I’m just amazed that he thinks $7000 revenue in the first month is a good result. On a game he spent 4 years on. And now he says his revenue is about $30 per week after that first month. That doesn’t seem like a sustainable business model. How is he making enough money to live? A day job, I guess?

It’s an indie platformer. He’s done way better than average. Look at it as making some income from self-published books at Amazon. Most authors do it just because they want to write and publish and to get some spare change- People making more than $1k are the exception.

This is the same.

Yes, from what I understand, a $7k launch month for an indie game with no major news site coverage, streaming publicity, or Steam feature is a pretty darned good showing.

TBH unless you have >$100,000 of sales over a games lifetime…is there any point in really over-analyzing the breakdown of what/when/how? At a certain (small) scale, you are just too much a victim to random events.
This is a big trend, there seem to be dozens of ‘analyzing my indie games sales figures’ blog posts with fifty pages of pie charts and diagrams to analyze exactly how that $100 was arrived at…
Which is maybe entertaining for fans of that specific game, but I’d suggest the data is too small to be of help in building any kind of analysis thats useful to other developers.
YMMV IANAL

I think that’s right.

The new data here for me is someone made $7K from a platformer on Itch. That smaller platform maybe finding its audience? Because previous sales numbers on there have been in the dozens, not hundreds.

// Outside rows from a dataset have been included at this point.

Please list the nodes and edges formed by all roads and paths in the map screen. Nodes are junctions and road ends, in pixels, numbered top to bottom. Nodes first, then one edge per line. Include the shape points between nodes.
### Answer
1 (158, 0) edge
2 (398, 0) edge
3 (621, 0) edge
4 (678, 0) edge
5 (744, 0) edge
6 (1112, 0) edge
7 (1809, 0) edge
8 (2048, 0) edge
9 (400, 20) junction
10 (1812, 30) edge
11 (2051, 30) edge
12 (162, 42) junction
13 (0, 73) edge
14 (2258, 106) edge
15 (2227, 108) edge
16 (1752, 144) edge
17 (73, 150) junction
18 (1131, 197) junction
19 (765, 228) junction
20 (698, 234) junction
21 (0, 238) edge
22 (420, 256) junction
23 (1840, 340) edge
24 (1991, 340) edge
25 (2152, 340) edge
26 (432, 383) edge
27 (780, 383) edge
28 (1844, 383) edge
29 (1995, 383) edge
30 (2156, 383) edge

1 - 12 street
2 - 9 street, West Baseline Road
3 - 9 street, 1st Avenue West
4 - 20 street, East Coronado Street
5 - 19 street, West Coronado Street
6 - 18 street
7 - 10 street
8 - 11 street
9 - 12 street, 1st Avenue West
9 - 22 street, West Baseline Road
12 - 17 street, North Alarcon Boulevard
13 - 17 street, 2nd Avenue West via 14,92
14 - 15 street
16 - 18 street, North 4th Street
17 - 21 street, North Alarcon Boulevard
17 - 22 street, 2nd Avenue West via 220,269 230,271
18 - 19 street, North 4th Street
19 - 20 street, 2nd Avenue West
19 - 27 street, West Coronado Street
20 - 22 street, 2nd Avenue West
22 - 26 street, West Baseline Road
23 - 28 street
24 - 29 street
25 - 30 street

But you are right, anything below $100k isn’t much worth talking about.

So it’s a platform game with a kind of obnoxious trailer and he decided to make a video about the money behind it, which is fine but it’s also kind of… well marketing. I just don’t really buy this claim of “zero” marketing coming out of these types of devs/ video personalities. Marketing isn’t limited to a marketing department and ads on Facebook or Google.

Oh definitely. In fact the ‘make a post about how nobody bought my games’ strategy is very well known to indie devs who know it will generate eyeballs.

Especially over 4 years of dev.

Individually yes. In aggregate maybe not (bring in the econometricians/statisticians). But that’s a harder analysis and no one has that data (well, Steam does, and SteamSpy did)

Anyone know what the other games coming out for them are this year? We’ve had New Dawn and Division 2 so far, and I know Anno 1800 next month, Skull and Bones in the Fall. And no Assassins Creed this year. So what else?

That was a typo, I was comparing 2009 to 2018, not 2019 to 2018.As I did for the other companies :P. A drop of 50% is way lower than the other AAA publishers.

Apart of the games you mention, they also just published Trials Rising (not AAA).

They seem to be setting for 5-6 big releases a year.

Tips for the pitch:

QC Gmaes, the makers of Breach, are done.

https://account.qcgamedev.com/users/shop

Unfortunately, today is the last official day for QC Games, as we begin winding down internal operations on Breach. We’re sure you have a lot of questions about Breach, your accounts, and the future of the game. Our team is still working on defining what this means for Breach and for our community, and we’ll post an updated article soon with answers to as many questions as we can cover.

Servers will remain online at this time and we will be turning off the ability to purchase both the Breach Starter Pack and in-game QC Points tomorrow (April 4th) during a maintenance period. Servers will come back online after our Thursday maintenance for those that want to continue to play Breach, and we hope to provide more information soon.

I never even heard of that game.

I searched here on the forums and don’t see a single post mentioning it.

Impressive!

Looks like the game also embedded spyware so…good riddance?